=== Dataset content ===

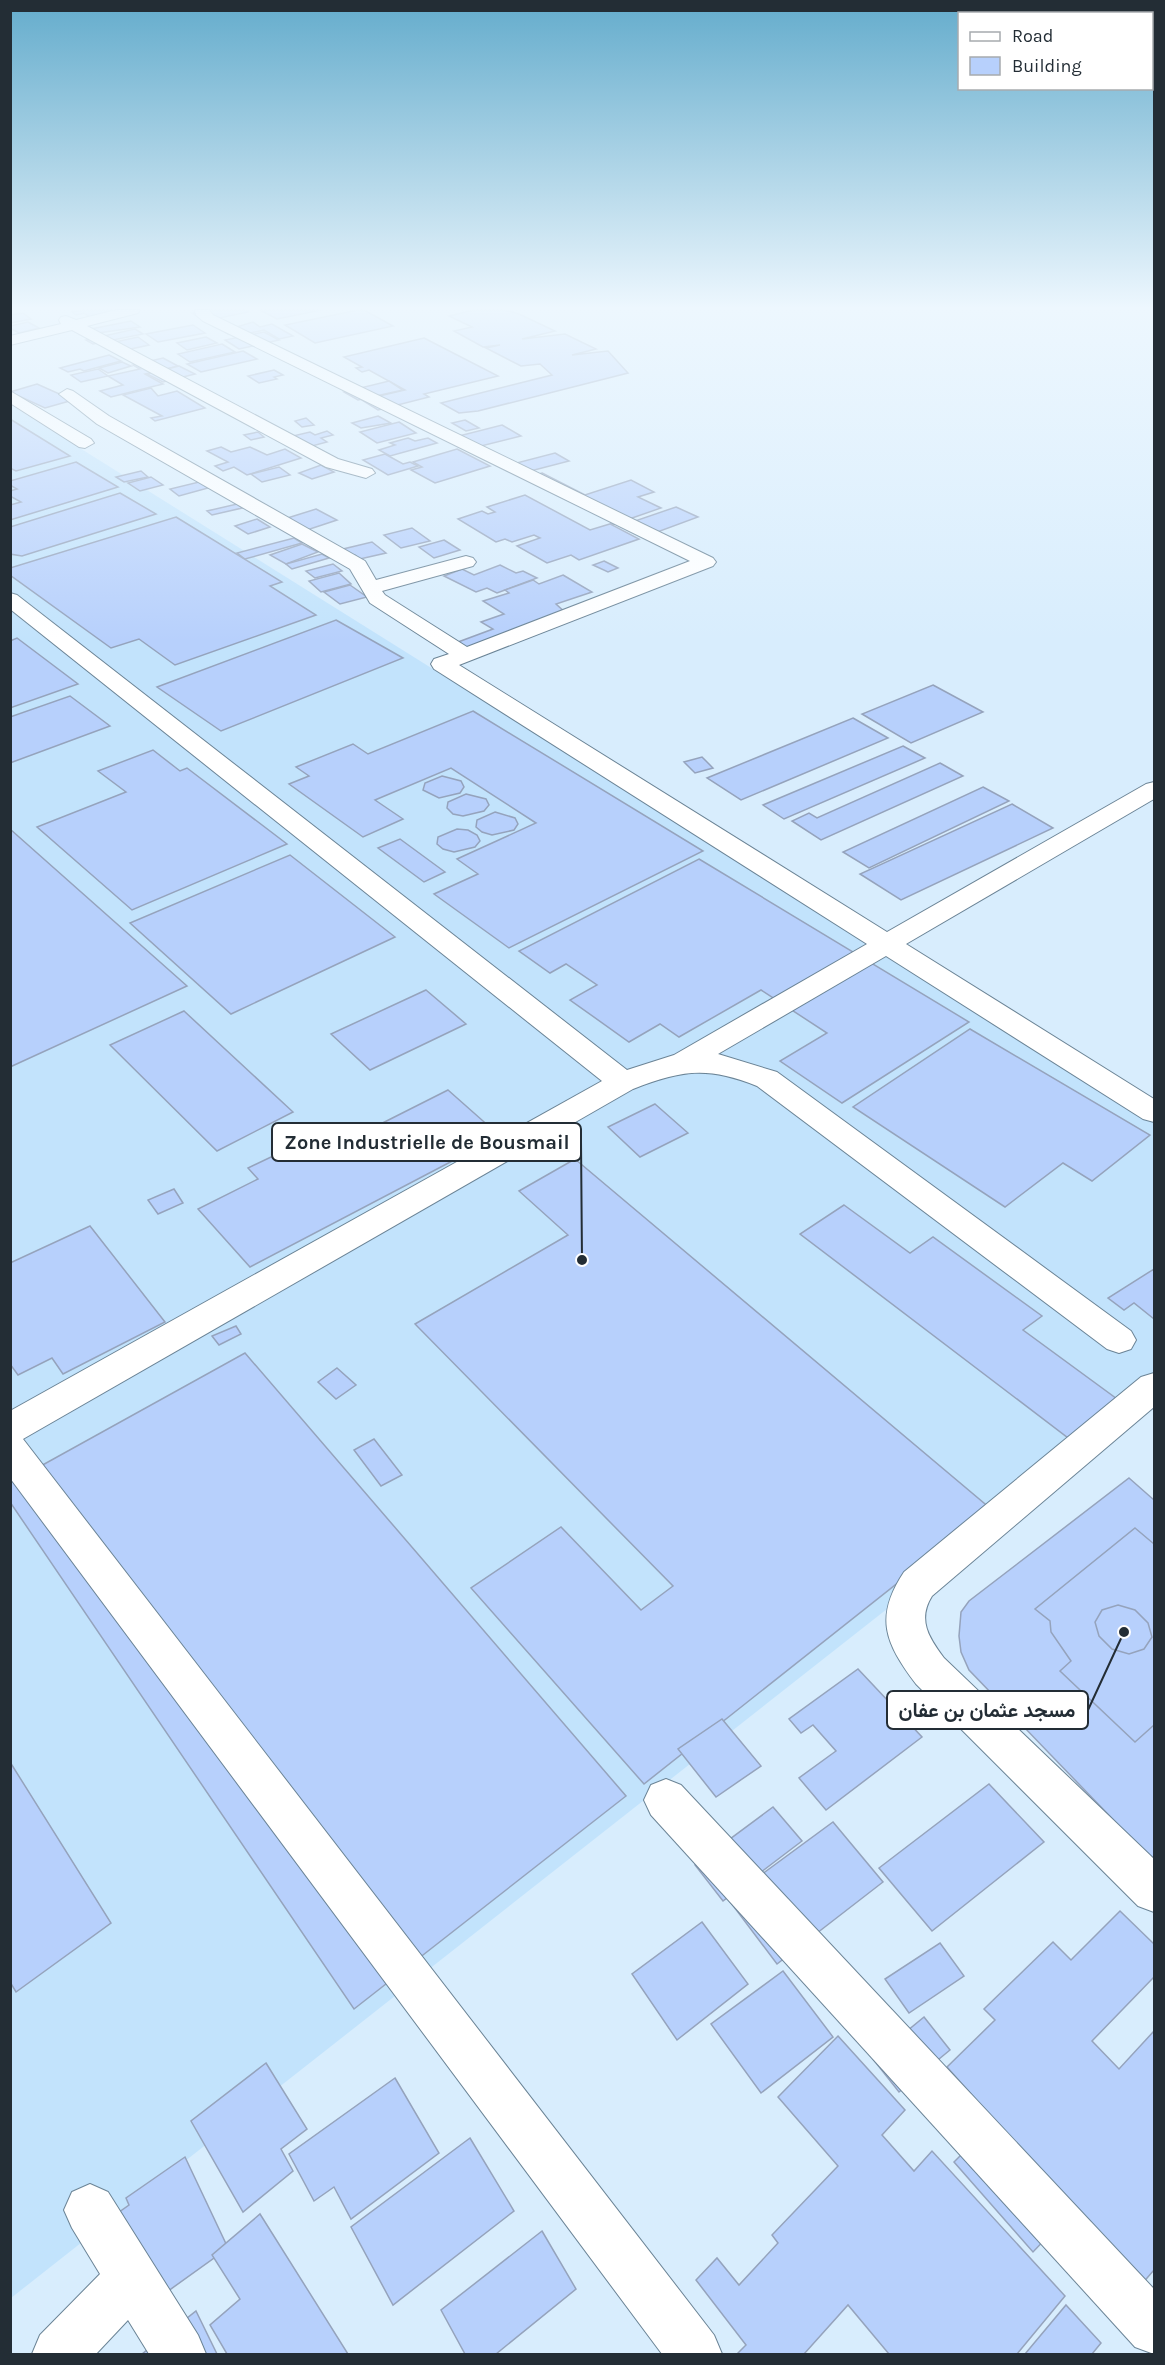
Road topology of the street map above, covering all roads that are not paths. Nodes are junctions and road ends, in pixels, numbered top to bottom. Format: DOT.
graph roads {
  1 [pos="49,420"];
  2 [pos="104,420"];
  3 [pos="251,420"];
  4 [pos="417,420"];
  5 [pos="86,443"];
  6 [pos="366,473"];
  7 [pos="466,562"];
  8 [pos="370,588"];
  9 [pos="10,599"];
  10 [pos="465,655"];
  11 [pos="1155,789"];
  12 [pos="887,943"];
  13 [pos="686,1060"];
  14 [pos="623,1082"];
  15 [pos="1155,1112"];
  16 [pos="1119,1340"];
  17 [pos="1155,1387"];
  18 [pos="10,1429"];
  19 [pos="10,1449"];
  20 [pos="666,1800"];
  21 [pos="1155,1890"];
  22 [pos="90,2210"];
  23 [pos="132,2278"];
  24 [pos="1155,2328"];
  25 [pos="59,2355"];
  26 [pos="179,2355"];
  27 [pos="695,2355"];
  1 -- 5 [label="street"];
  2 -- 8 [label="street"];
  3 -- 6 [label="street"];
  4 -- 10 [label="street"];
  7 -- 8 [label="street"];
  8 -- 10 [label="street"];
  9 -- 14 [label="street"];
  10 -- 12 [label="street"];
  11 -- 12 [label="street"];
  12 -- 13 [label="street"];
  12 -- 15 [label="street"];
  13 -- 14 [label="street"];
  13 -- 16 [label="street"];
  14 -- 18 [label="street"];
  17 -- 21 [label="street"];
  19 -- 27 [label="street"];
  20 -- 24 [label="street"];
  22 -- 23 [label="street"];
  23 -- 25 [label="street"];
  23 -- 26 [label="street"];
}
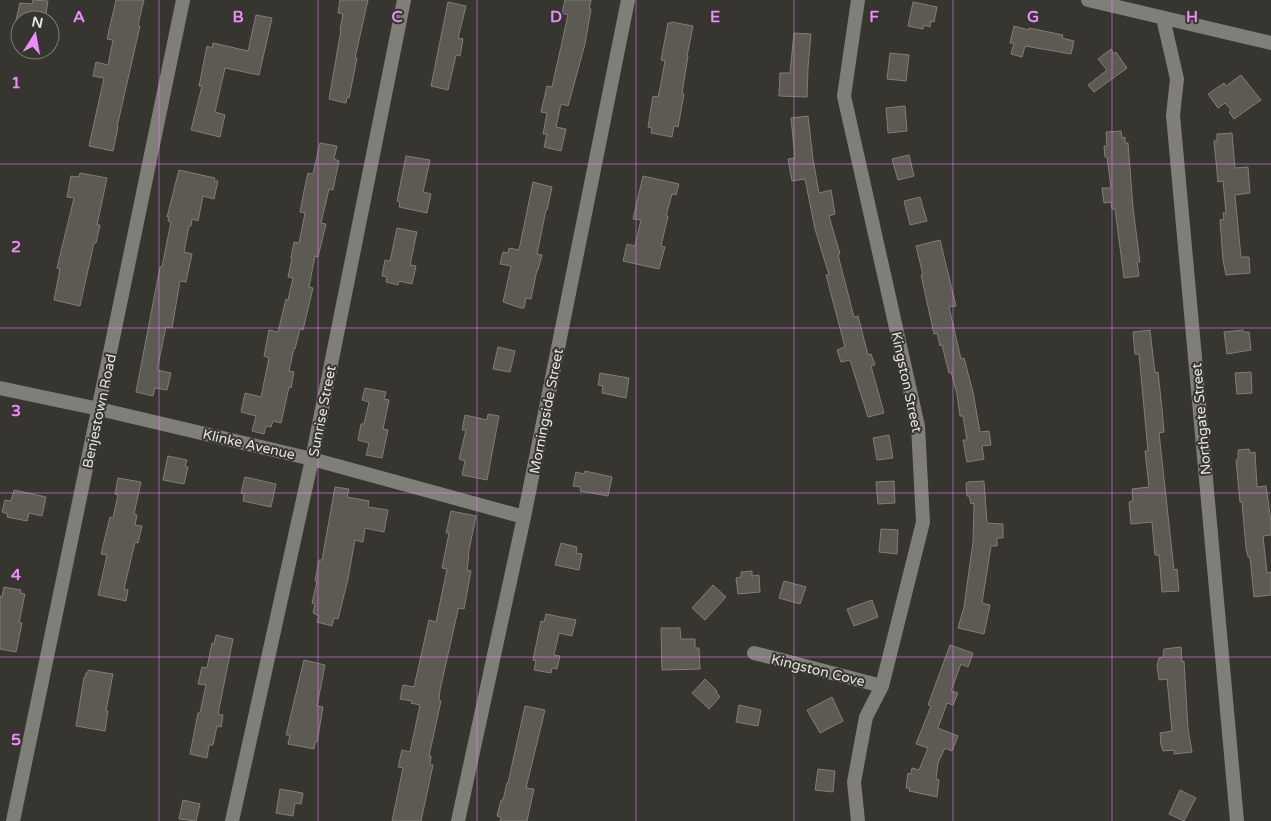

===

• About this exercise:
Only the text of the listing above should be copied, exactly and with pictures left out.

• Output for this task:
Road topology of the street map above, covering all roads that are not paths. Nodes are junctions and road ends, in pixels, numbered top to bottom. Format: DOT.
graph roads {
  1 [pos="49,420"];
  2 [pos="104,420"];
  3 [pos="251,420"];
  4 [pos="417,420"];
  5 [pos="86,443"];
  6 [pos="366,473"];
  7 [pos="466,562"];
  8 [pos="370,588"];
  9 [pos="10,599"];
  10 [pos="465,655"];
  11 [pos="1155,789"];
  12 [pos="887,943"];
  13 [pos="686,1060"];
  14 [pos="623,1082"];
  15 [pos="1155,1112"];
  16 [pos="1119,1340"];
  17 [pos="1155,1387"];
  18 [pos="10,1429"];
  19 [pos="10,1449"];
  20 [pos="666,1800"];
  21 [pos="1155,1890"];
  22 [pos="90,2210"];
  23 [pos="132,2278"];
  24 [pos="1155,2328"];
  25 [pos="59,2355"];
  26 [pos="179,2355"];
  27 [pos="695,2355"];
  1 -- 5 [label="street"];
  2 -- 8 [label="street"];
  3 -- 6 [label="street"];
  4 -- 10 [label="street"];
  7 -- 8 [label="street"];
  8 -- 10 [label="street"];
  9 -- 14 [label="street"];
  10 -- 12 [label="street"];
  11 -- 12 [label="street"];
  12 -- 13 [label="street"];
  12 -- 15 [label="street"];
  13 -- 14 [label="street"];
  13 -- 16 [label="street"];
  14 -- 18 [label="street"];
  17 -- 21 [label="street"];
  19 -- 27 [label="street"];
  20 -- 24 [label="street"];
  22 -- 23 [label="street"];
  23 -- 25 [label="street"];
  23 -- 26 [label="street"];
}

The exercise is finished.